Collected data

%%

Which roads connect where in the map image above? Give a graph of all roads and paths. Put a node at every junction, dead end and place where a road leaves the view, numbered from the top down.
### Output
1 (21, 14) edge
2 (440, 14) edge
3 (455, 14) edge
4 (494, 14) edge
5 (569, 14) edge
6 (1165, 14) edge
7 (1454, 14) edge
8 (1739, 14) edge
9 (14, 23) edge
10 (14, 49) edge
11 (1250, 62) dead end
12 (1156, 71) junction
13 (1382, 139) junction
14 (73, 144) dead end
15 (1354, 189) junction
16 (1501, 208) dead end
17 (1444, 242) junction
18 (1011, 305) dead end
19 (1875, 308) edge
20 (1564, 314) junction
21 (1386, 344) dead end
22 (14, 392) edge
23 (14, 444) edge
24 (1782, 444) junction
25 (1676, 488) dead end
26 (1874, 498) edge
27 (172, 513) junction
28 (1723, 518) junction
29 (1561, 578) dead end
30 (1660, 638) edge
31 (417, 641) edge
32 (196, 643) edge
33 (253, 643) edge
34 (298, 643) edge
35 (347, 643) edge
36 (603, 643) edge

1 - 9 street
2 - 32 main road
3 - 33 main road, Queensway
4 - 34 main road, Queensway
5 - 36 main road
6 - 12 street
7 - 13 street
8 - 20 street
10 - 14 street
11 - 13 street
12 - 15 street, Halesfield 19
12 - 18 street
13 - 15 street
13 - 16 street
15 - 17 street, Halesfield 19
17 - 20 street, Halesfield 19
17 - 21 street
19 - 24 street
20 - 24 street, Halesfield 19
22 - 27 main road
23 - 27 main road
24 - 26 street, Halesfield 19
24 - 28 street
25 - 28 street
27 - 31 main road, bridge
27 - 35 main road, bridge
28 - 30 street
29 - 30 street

%%

EXERCISE DETAILS
Would you state how many lines of the data above hold the string "junction"? Reply with the number alone.

OUTPUT BELOW
9